Write out again, word for word, the lines below from the line that holds "thumb ip: (241, 132)" through the line that holds "thumb tip: (795, 844)", omitting pictures.

========================================

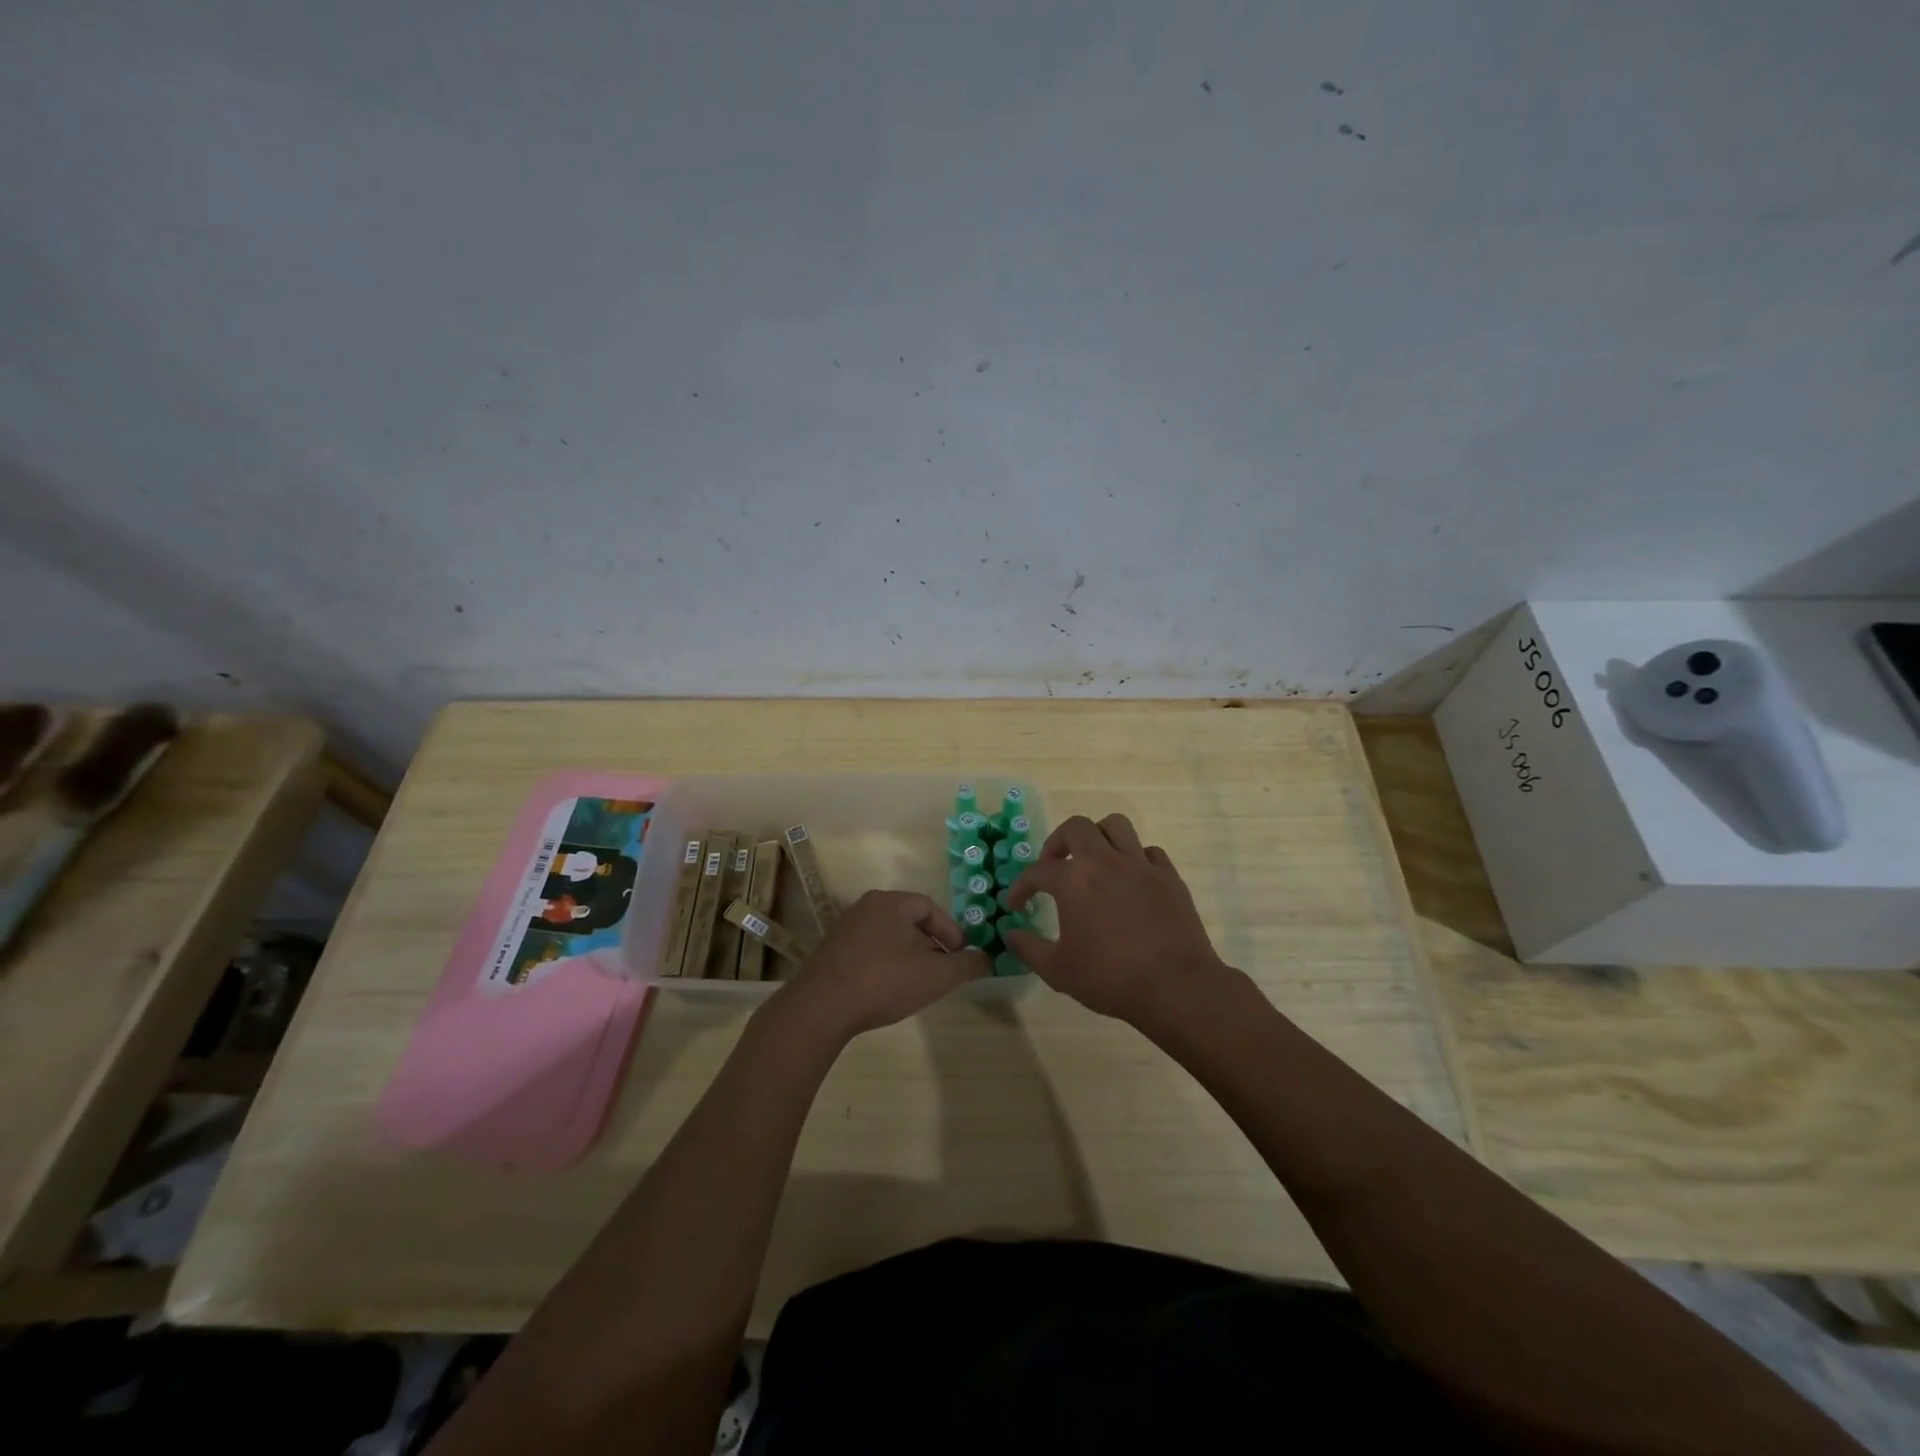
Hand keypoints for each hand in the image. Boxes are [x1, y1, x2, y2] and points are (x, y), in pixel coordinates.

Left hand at [776, 890, 984, 1040]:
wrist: (820, 1009)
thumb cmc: (883, 982)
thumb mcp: (935, 976)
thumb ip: (966, 966)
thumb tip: (987, 959)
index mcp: (890, 903)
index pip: (929, 907)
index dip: (951, 931)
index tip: (961, 956)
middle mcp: (865, 907)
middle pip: (908, 921)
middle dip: (931, 946)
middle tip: (944, 972)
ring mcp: (844, 930)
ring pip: (888, 938)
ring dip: (909, 957)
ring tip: (919, 985)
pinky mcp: (831, 953)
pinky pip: (869, 952)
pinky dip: (886, 966)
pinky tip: (889, 991)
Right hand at [1004, 814, 1230, 1027]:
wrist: (1175, 988)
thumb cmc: (1110, 978)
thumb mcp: (1058, 971)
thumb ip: (1029, 948)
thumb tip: (1011, 934)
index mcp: (1074, 881)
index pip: (1038, 871)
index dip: (1021, 886)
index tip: (1015, 904)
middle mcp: (1105, 861)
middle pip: (1077, 828)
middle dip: (1058, 842)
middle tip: (1054, 865)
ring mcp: (1141, 865)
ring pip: (1116, 826)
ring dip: (1098, 837)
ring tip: (1093, 860)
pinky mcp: (1169, 877)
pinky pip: (1149, 851)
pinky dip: (1135, 858)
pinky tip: (1130, 879)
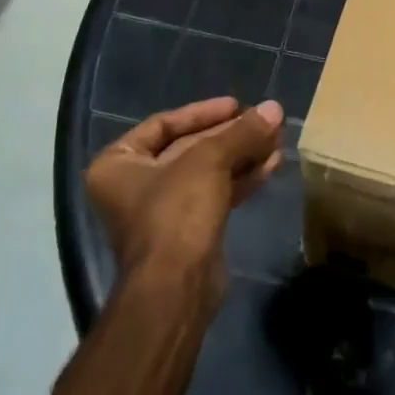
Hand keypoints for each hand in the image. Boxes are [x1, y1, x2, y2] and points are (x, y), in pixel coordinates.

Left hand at [86, 97, 283, 306]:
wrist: (175, 289)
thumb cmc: (176, 212)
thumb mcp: (209, 160)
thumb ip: (241, 132)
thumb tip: (274, 107)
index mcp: (117, 164)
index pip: (163, 124)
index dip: (203, 112)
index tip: (237, 105)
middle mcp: (134, 186)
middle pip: (189, 147)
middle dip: (230, 134)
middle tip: (265, 120)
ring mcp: (161, 211)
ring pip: (207, 171)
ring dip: (242, 154)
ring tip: (276, 138)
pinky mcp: (188, 232)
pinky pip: (216, 193)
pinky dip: (241, 178)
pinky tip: (271, 164)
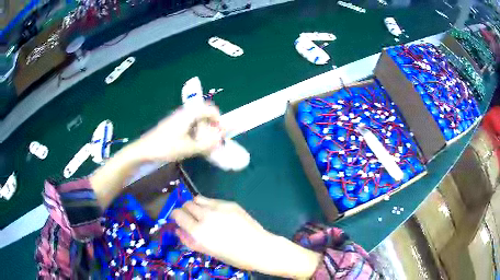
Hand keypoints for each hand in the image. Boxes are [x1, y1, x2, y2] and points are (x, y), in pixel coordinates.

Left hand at [133, 103, 223, 161]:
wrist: (144, 150)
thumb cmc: (165, 147)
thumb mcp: (188, 148)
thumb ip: (207, 144)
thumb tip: (221, 139)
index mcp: (189, 114)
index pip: (210, 109)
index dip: (218, 119)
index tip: (220, 133)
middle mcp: (184, 113)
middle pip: (204, 114)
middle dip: (211, 126)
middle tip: (213, 140)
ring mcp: (177, 118)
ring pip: (196, 120)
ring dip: (203, 130)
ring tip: (203, 144)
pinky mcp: (173, 125)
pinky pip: (189, 125)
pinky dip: (195, 133)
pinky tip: (192, 145)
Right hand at [171, 196, 320, 277]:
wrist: (260, 247)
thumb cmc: (234, 256)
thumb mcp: (209, 252)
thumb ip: (190, 241)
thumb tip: (178, 230)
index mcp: (199, 231)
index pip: (178, 214)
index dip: (175, 216)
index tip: (178, 219)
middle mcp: (206, 216)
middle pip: (187, 204)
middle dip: (185, 210)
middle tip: (191, 218)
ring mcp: (219, 207)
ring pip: (198, 198)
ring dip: (196, 205)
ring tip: (203, 215)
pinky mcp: (230, 203)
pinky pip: (213, 200)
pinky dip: (210, 205)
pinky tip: (219, 215)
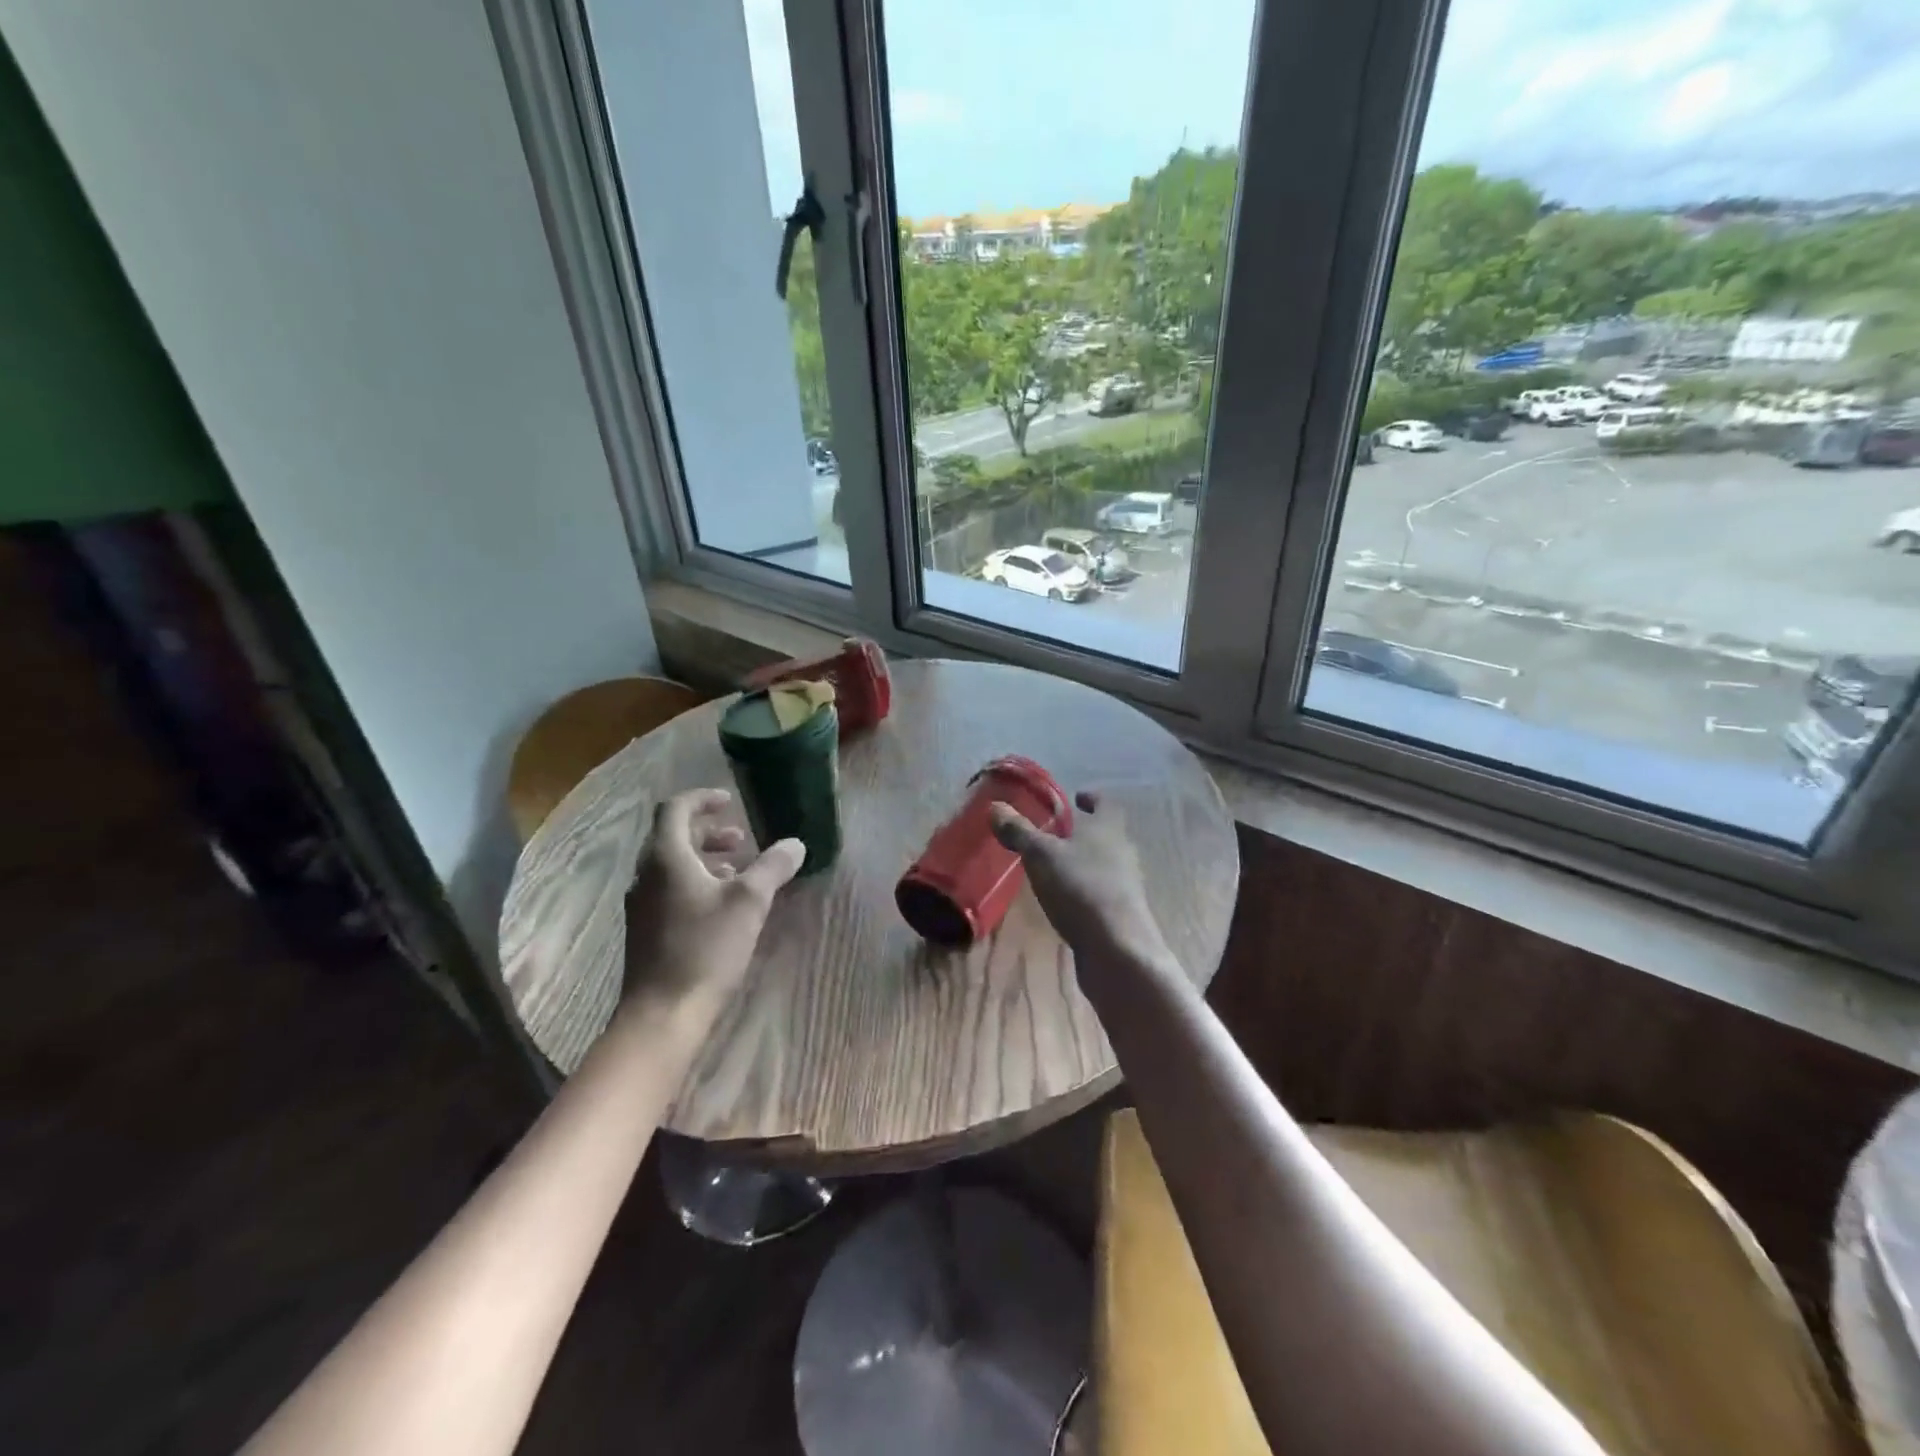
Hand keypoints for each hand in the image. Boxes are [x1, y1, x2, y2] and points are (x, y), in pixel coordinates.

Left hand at [621, 788, 804, 1015]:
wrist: (663, 1014)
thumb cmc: (705, 948)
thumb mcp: (749, 903)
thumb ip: (773, 867)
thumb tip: (795, 844)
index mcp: (666, 857)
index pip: (675, 809)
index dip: (703, 799)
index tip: (730, 802)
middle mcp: (646, 874)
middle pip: (672, 836)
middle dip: (708, 831)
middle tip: (741, 838)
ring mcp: (642, 904)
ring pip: (671, 864)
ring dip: (704, 858)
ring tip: (738, 871)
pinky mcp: (646, 929)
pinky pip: (669, 888)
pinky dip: (695, 882)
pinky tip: (721, 906)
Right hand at [990, 790, 1173, 981]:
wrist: (1118, 949)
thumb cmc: (1080, 888)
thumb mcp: (1041, 855)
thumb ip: (1019, 831)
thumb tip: (995, 806)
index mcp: (1108, 828)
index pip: (1104, 803)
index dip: (1090, 798)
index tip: (1075, 797)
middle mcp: (1123, 851)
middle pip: (1105, 834)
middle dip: (1082, 832)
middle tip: (1054, 834)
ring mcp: (1126, 885)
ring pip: (1104, 864)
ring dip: (1083, 863)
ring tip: (1054, 868)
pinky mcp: (1121, 914)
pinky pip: (1100, 892)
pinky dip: (1083, 890)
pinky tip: (1065, 901)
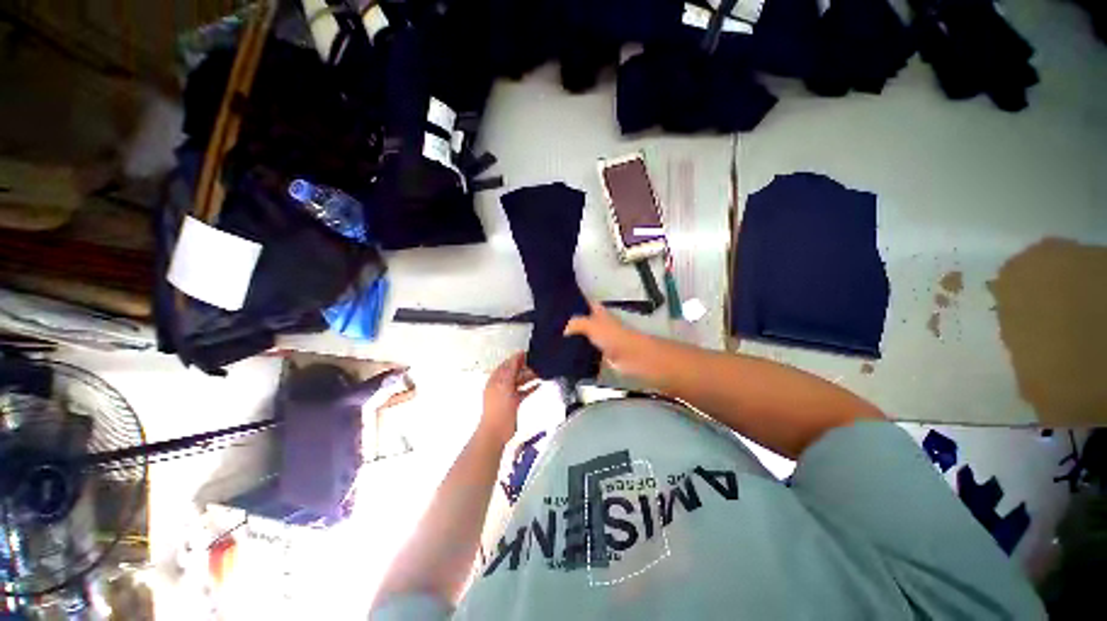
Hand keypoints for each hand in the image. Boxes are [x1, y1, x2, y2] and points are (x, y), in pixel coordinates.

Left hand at [480, 352, 538, 445]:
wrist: (496, 431)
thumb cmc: (498, 408)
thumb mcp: (504, 385)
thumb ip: (510, 370)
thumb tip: (517, 356)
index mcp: (496, 379)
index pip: (507, 364)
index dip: (517, 358)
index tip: (529, 353)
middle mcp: (501, 385)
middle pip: (514, 372)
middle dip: (525, 367)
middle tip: (537, 363)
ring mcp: (507, 394)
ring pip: (520, 381)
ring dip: (529, 376)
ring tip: (541, 372)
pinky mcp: (514, 403)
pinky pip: (523, 391)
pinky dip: (530, 387)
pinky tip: (539, 385)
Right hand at [564, 302, 660, 380]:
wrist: (630, 356)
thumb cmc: (612, 335)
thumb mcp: (590, 324)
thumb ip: (576, 323)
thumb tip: (564, 330)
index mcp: (599, 312)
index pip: (586, 303)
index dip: (575, 302)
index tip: (560, 304)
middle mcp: (600, 324)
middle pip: (584, 321)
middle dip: (571, 324)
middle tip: (553, 327)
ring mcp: (602, 340)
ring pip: (585, 338)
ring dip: (574, 341)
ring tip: (556, 343)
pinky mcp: (602, 355)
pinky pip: (587, 354)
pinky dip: (580, 356)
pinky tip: (567, 358)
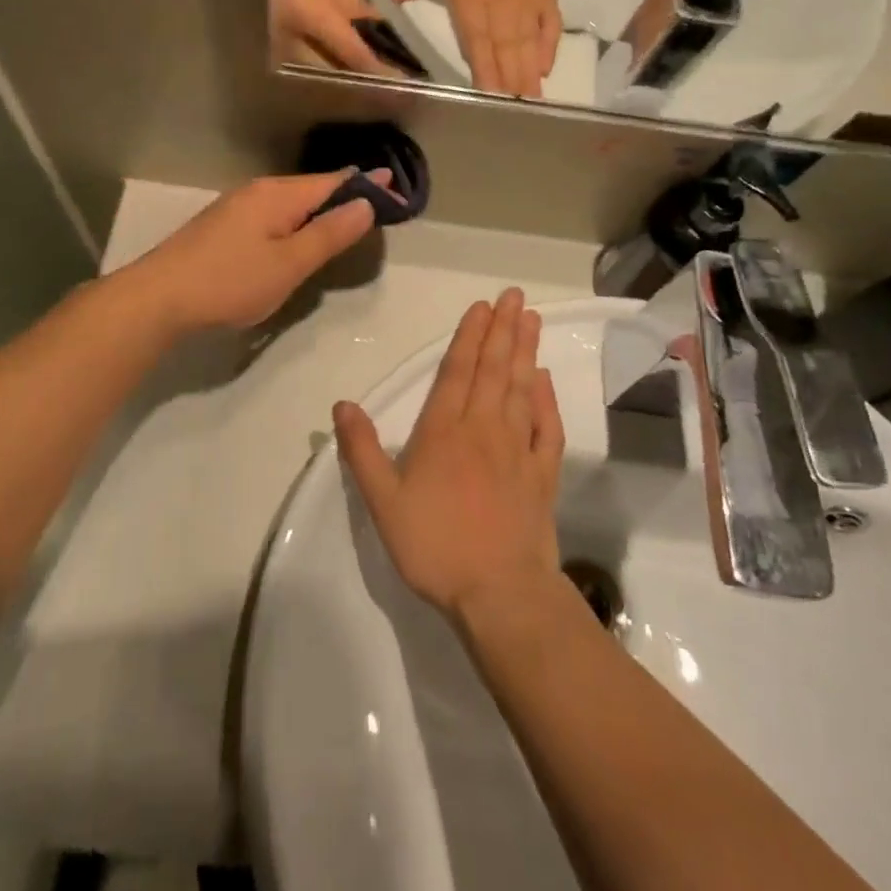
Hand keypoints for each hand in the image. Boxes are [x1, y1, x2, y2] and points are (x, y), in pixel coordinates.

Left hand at [130, 171, 381, 332]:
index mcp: (278, 195)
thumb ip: (328, 234)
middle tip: (377, 202)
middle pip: (311, 188)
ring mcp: (237, 207)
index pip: (333, 182)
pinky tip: (298, 234)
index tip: (395, 186)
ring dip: (320, 207)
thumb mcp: (289, 263)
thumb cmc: (230, 281)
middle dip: (344, 193)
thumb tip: (365, 204)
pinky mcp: (223, 227)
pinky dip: (297, 220)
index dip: (365, 185)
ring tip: (345, 216)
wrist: (158, 298)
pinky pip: (273, 214)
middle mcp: (258, 192)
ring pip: (291, 202)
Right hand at [335, 288, 564, 618]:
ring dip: (526, 352)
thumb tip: (342, 405)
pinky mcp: (542, 475)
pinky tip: (545, 380)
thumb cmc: (435, 546)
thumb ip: (362, 451)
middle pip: (494, 370)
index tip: (482, 307)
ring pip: (522, 389)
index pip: (457, 372)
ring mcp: (518, 450)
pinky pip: (548, 427)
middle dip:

========================================

TASK RESPONSE:
thumb ip: (241, 132)
thumb tip: (274, 107)
index mcp: (117, 164)
index pip: (163, 124)
index dip: (203, 112)
index tip: (237, 105)
middle mcp: (134, 186)
middle pip: (189, 147)
middle dip: (230, 134)
middle tip: (265, 120)
ring mcp: (161, 211)
ring pip: (207, 171)
ring dip: (242, 154)
ring tip: (276, 138)
pinky mcp: (188, 232)
pinky pip: (216, 193)
pinky dip: (241, 178)
pinky tip: (271, 164)
Hand keypoints for each hand in the image. Boxes are [x1, y1, x2, y2] and points are (x, y), in pixel coordinates.

Left hand at [133, 103, 223, 161]:
wrist: (144, 150)
thumb cmc: (165, 147)
thumb mcp: (188, 148)
thumb ip: (207, 144)
thumb tip: (221, 139)
index mcp: (189, 114)
index pip: (210, 109)
index dip: (218, 119)
index tip: (220, 133)
middle mcp: (184, 113)
middle pip: (204, 114)
middle dip: (211, 126)
middle tip: (213, 140)
ring mcp: (177, 118)
ring pip: (196, 120)
ring dip: (203, 130)
ring tip: (203, 144)
pinky mcp: (173, 125)
pinky pip: (189, 125)
pinky dip: (195, 133)
pinky tip: (192, 145)
Right hand at [171, 196, 320, 277]:
wrist: (260, 247)
thumb cmc: (234, 256)
thumb mcp: (209, 252)
thumb ip: (190, 241)
thumb tip: (178, 230)
index mcp: (199, 231)
index pip: (178, 214)
index dip: (175, 216)
index tip: (178, 219)
middle mcp: (206, 216)
middle pip: (187, 204)
middle dip: (185, 210)
middle tip: (191, 218)
ring mcp: (219, 207)
ring pip: (198, 198)
ring dip: (196, 205)
ring tip: (203, 215)
pinky mcp: (230, 203)
pinky pip: (213, 200)
pinky dip: (210, 205)
pinky tip: (219, 215)
Hand keypoints for each hand in the image. Boxes are [x1, y1, x2, y2] and points are (x, y), in pixel coordinates.

Left hand at [621, 788, 804, 1015]:
wrist: (663, 1014)
thumb cmc: (705, 948)
thumb mcp: (749, 903)
thumb ip: (773, 867)
thumb tip: (795, 844)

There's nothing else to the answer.